6. You’ve never felt #FOMO quite like long distance relationship #FOMO. The fear of missing out sucks; we’ve all felt it from time to time. But the fear of missing out is amplified when you feel like you’re missing out on large chunks of another person’s life. Days go by and you miss the big things and the little things and it can be really saddening. But the best way to combat that is to just keep one another informed as best as you can. Don’t be afraid to make frequent phone calls to update each other on the daily happenings. And keep the photos coming – wether it be picture messages or Snapchats – photos of even the silliest things like what you ate for dinner help manage the feelings of being left out.
7. You’ll pretend your significant other is there with you and it’s not weird. Seriously, it’s not weird. Alright, maybe it’s a little weird, but it’s true. There will be times you will catch yourself pretending they are there with you when you’re giving that speech or watching your favorite show because it just isn’t the same doing those things without them or because you need their support – even if it’s only imaginary at the time. You’ll laugh at inside jokes with them and ask their opinions as if they’re right there living your life next to you. Don’t judge yourself, no one else will. It’s just a coping mechanism for being alone; you are not going crazy, I swear.
8. Skype dates are real and they work. Watch a movie online together while you’re both on Skype or FaceTime, or have a meal together while video chatting. It may not be as good as the real thing, but if you both allow yourselves to get into it and make the most of it, they can be a really good time and they can really help the separation anxiety. Just schedule a time, pick an activity and go for it! You’ll be surprised how enjoyable the little things can be when you’re doing them together.
9. Be patient with your partner, after all, they are in a long distance relationship too. Things get messy in relationships like ours. You’ll both reach your breaking-points multiple times before the separation is over, but try to remember that you aren’t going through this alone. Your partner is struggling along with you. Every emotion you’re feeling, they’re feeling it too. The distance hurts them just as much as it hurts you. They’re just as frustrated as you are. Don’t take your feelings out on each other, just be supportive as best as you can from where you are. It gets easier in the long run, but it gets harder too and there’s no better shoulder to cry on than your special someone – even if they are 3,000 miles away.
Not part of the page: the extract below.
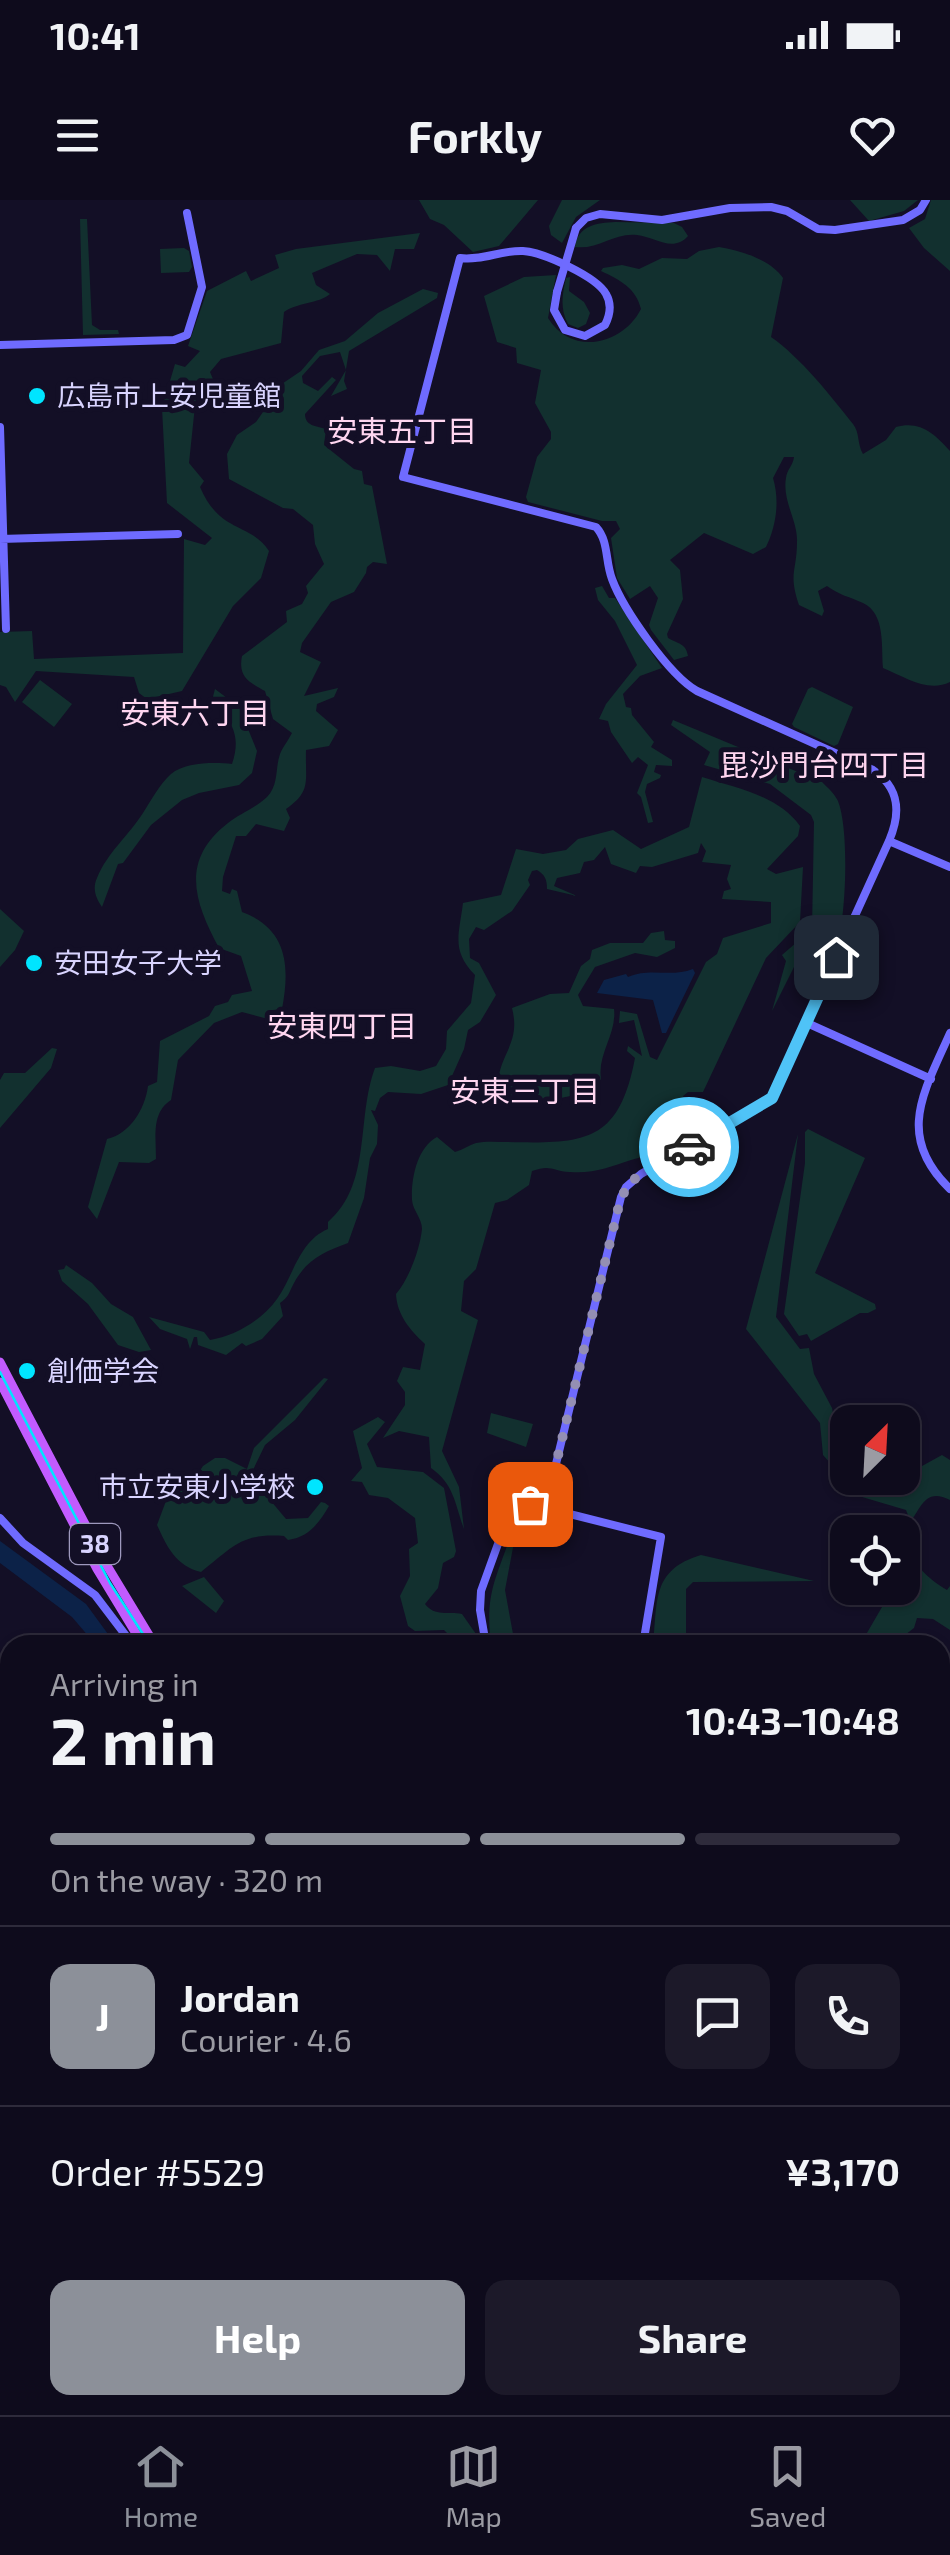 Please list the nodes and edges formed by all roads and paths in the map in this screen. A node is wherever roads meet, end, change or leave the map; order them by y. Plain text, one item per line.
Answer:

10. If you trust one another completely, your relationship can withstand any amount of distance or time. All it takes is the most microscopic speck of distrust and any relationship will crumble at the foundations and that’s especially true for long distance relationships. However, if you believe in your heart of hearts that the person your with loves you as much you love them, you’ve got nothing to worry about. You won’t forget about one another; on the contrary, absence really does make the heart grow fonder. Out of sight, (not even close to) out of mind! If you trust one another, you’ll come away from your time apart a stronger couple – simple as that.